I have to admit, this title seems a little weird. How can I change some behaviour in a module without changing the code? And why do I want to change this behaviour?
Let me start with the why. I am using a lot of box modules, but sometimes there are some pieces missing, or am I not happy with some default behaviour. Many modules are very adaptable, for example using configuration settings or some interceptors. But sometimes this is not enough.
In a Free and Open Source Software world we just clone a repo, modify some code and send some pull request the the authors. But what if they don’t want your changes? I could fork the project, and create my own module, but from this moment on I am the maintainer of my own module. And sometimes other modules are depending on the module I want to fork, which is often not what I want. But there are other ways to change a module, and they work best for smaller changes. Let me explain.

Recently this question came up on some slack channel. Someone wanted to change some cbwagger behaviour, and I remembered I did this some time ago. But the method is applicable to any coldbox module. Let’s look at the necessary steps:

  • Read the module code of YourFavouriteModule, and find out what method(s) in which model you want to change, for example SomeModel.someMethod()
  • create your own module YourModule and create a model map. In this model map you create YourModel which extends from SomeModel. Override someMethod()with your own code.
  • In the ModuleConfig of YourModule you add YourFavouriteModel as a dependency. You can do this by adding this.dependencies = [ "YourFavouriteModel" ]; to your module config.
  • The final step is: replacing SomeModel in YourFavouriteModule with YourModel from YourModule. You can do so by adding the following code to the setup method in your module config.
    alias = "someModel@yourfavouritemodule", 
    force = true 
  .to( "yourmodule.models.yourmodel" )

In some case you need to have a better look at the mappings in your original module, but this code effectively replaces the model with your own model.
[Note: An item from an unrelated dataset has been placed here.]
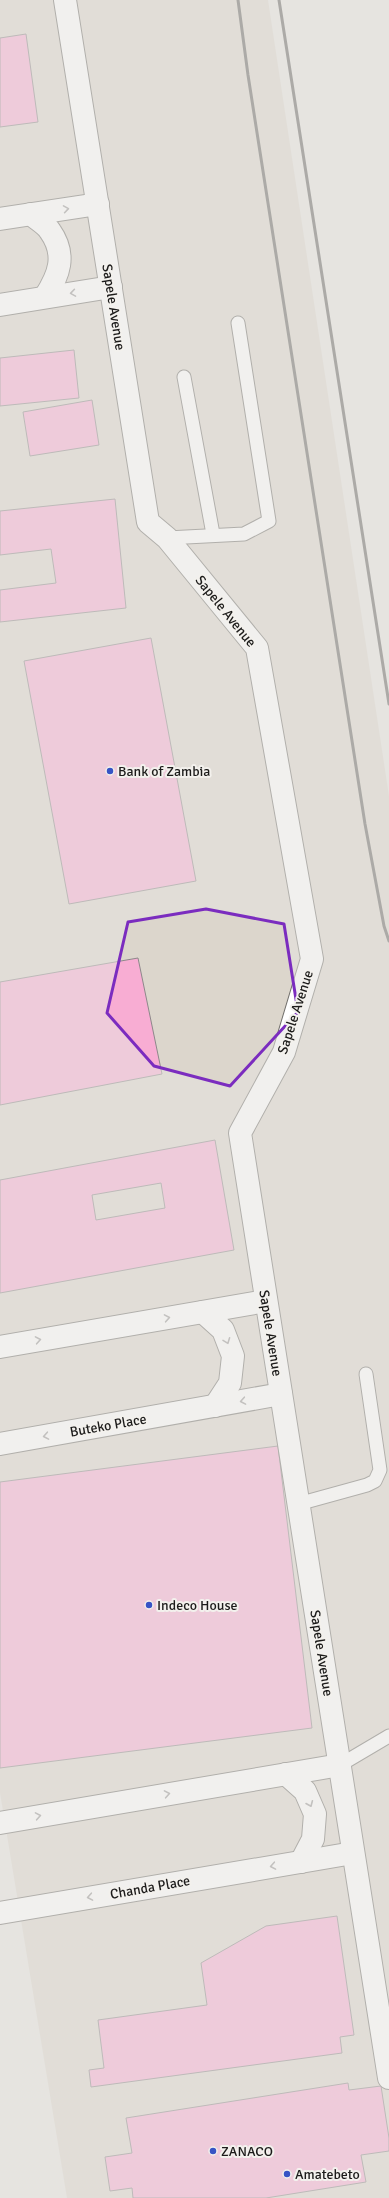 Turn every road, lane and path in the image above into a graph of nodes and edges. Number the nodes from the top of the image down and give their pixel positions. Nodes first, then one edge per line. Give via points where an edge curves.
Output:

That’s all…

But this might be a bit abstract so let me give some real world examples. We wanted to modify cbswagger so the listing of routes was security aware. So we found the routesParser model and the filterDesignatedRoutes method which is the base method necessary for displaying all these routes with documentation. We liked the original method, we only wanted to exclude some of the routes. The actual code is not that important, it’s all about the concept: replace some methods with your own, and keep all the good stuff.

public any function filterDesignatedRoutes() {
  return super
	.reduce( ( acc, itemkey, item ) => {
	// first check if any  of the actions is allowed			 
      if ( isStruct( item.action ) ) {
		var action = 
          item.action.filter( ( key, value ) => {
            //return true or false for some permission
			return variables.cbSecurity
			  .hasPermission("#item.handler#.#value#" );
		  } )
		  if ( !structIsEmpty( action ) ) {
			item.action    = action;
			acc[ itemkey ] = item;
		return acc;
  }, {} )

The possibilities are endless. Let’s say some Ortus guy writes a generic module ipdetect to detect our visitor IP’s. This module is very successful, so it will be used in the sentry module, in cbsecurity and more. Although the getRealIp() method is very smart, my loadbalancers are not so smart, so I have to write my own logic to detect these client IP’s. I could ask the Ortus guy to add my logic to the module, or.. I could just create my own module, override this method and replace the mapping, instantly fixing ip detection in all dependant modules. Of course it would be more elegant to to open up the ipdetect module and add a configuration setting, so I can replace the default getRealIP method. This is something which is done in the cbvalidation module for example, where you can replace the Validation manager with your own version and/or provide your own validators.
There are many possibilities to customize modules. As said, it only makes sense if you can not contribute code to the module and if your changes are small. If you want to rewrite half of the module it might make more sense to create your own version.